Şaşkınlıkla bana bakarak sordu:
“Ne demek istiyorsun?”
Onun ellerini tuttum, destek almak ister gibi:
“Yuno beni özgürleştirdi. Başım tehlikedeyken kendi başıma kaçtım ve savaştım. O an fark ettim ki ikinci masalımın kilidi açıldı. Onu kabul edersem yeni bir güce sahip olabilirim.”
“Dur dur Melodi, ikinci masal dediğin Yıldız masalı mı? Özgür oldun ama yine bir prensin yanında—”
“Hayır, olmayacağım. Yuno beni kısıtlamıyor. Aksine destekliyor. Gerçekten ona âşık oldum. Beni uyandıran o oldu. Erza bunu başaramadı.”
Amelia iç çekti:
“Pamuk teyze seninle ilgili planlar yapmıştı. Masal neslini geliştirmek istiyordu.”
“Anne üzgünüm… ama artık kararım belli ve arkasındayım. Onun gurur duyması için kendimden vazgeçtim ama o bana hiç ‘Ne istiyorsun?’ diye sormadı.”
“Haklısın,” dedi. O sırada iki çan sesi duyuldu.
“Sanırım artık sahneye çıkma zamanı,” dedim. Ana karakter olarak ilk konuşmayı ben yapacaktım.
Tuvaletten çıkıp masal meydanına doğru giden at arabalarına ilerledik. Amelia yeni tarzımı beğenmişti:
“Uzun saçlar güzeldi ama bu yıldız desenli elbise, uzun küt saç ve yıldız küpeler bambaşka bir hava katmış.”
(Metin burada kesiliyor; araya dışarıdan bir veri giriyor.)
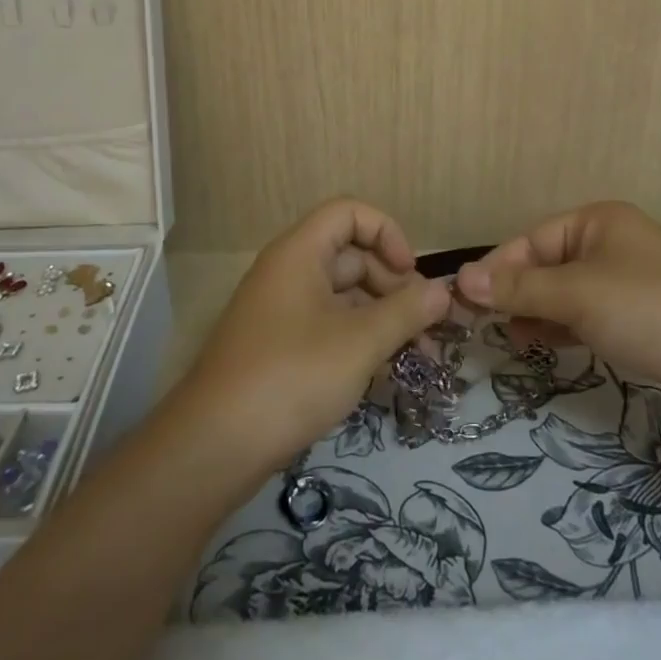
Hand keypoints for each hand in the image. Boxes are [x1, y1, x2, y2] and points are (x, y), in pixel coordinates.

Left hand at [176, 198, 450, 472]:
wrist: (216, 446)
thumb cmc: (292, 376)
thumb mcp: (359, 342)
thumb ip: (406, 311)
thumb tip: (444, 291)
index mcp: (299, 253)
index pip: (349, 213)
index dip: (386, 233)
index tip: (411, 274)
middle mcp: (288, 273)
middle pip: (351, 256)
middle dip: (393, 285)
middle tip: (424, 327)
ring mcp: (282, 312)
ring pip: (343, 296)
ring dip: (382, 318)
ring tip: (416, 357)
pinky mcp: (280, 347)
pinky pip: (329, 326)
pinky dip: (359, 340)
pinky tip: (383, 372)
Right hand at [454, 201, 660, 424]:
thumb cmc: (650, 311)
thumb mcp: (577, 296)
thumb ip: (519, 289)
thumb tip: (461, 279)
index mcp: (597, 221)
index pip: (531, 241)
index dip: (497, 270)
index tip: (464, 300)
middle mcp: (609, 243)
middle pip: (545, 266)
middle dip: (515, 294)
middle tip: (481, 325)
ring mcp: (625, 281)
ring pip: (563, 293)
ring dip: (535, 313)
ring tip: (508, 339)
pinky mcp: (636, 317)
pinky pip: (585, 314)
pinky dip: (561, 326)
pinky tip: (539, 343)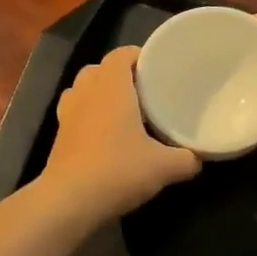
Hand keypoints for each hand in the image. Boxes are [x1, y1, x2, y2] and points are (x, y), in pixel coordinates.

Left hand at [39, 47, 201, 221]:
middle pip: (99, 69)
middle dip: (120, 76)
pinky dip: (88, 117)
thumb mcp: (164, 167)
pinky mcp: (58, 137)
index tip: (158, 69)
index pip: (121, 54)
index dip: (139, 56)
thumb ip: (186, 159)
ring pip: (82, 90)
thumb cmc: (118, 170)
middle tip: (144, 93)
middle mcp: (85, 93)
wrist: (69, 201)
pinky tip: (105, 137)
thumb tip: (198, 158)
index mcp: (110, 87)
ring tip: (122, 112)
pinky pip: (74, 114)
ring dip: (99, 94)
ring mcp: (67, 114)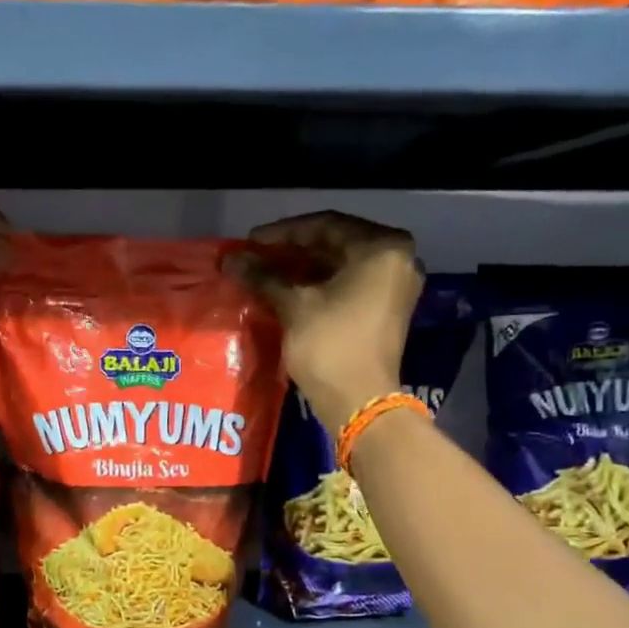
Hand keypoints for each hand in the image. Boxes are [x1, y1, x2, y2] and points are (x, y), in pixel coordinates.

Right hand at [236, 211, 422, 433]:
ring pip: (342, 266)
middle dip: (293, 251)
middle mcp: (397, 259)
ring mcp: (396, 286)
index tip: (250, 242)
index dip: (282, 233)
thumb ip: (263, 276)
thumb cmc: (330, 346)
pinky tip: (289, 292)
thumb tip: (230, 258)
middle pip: (336, 244)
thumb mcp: (294, 306)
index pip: (325, 225)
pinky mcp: (387, 310)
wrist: (359, 402)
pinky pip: (351, 285)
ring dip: (304, 269)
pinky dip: (321, 286)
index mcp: (382, 247)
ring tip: (266, 275)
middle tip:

“Kader kitabı bana Yuno için ikinci bir şans verir mi dersin?”
“Peki Yuno senin için değişmeye hazır mı?”
Tam o anda at arabasını bizim için tutan Yuno ve Erza’yı gördüm.
“Yuno’yu olduğu gibi kabul ettim. Kötü olabilir ama kötülüğün bile bir adabı var.”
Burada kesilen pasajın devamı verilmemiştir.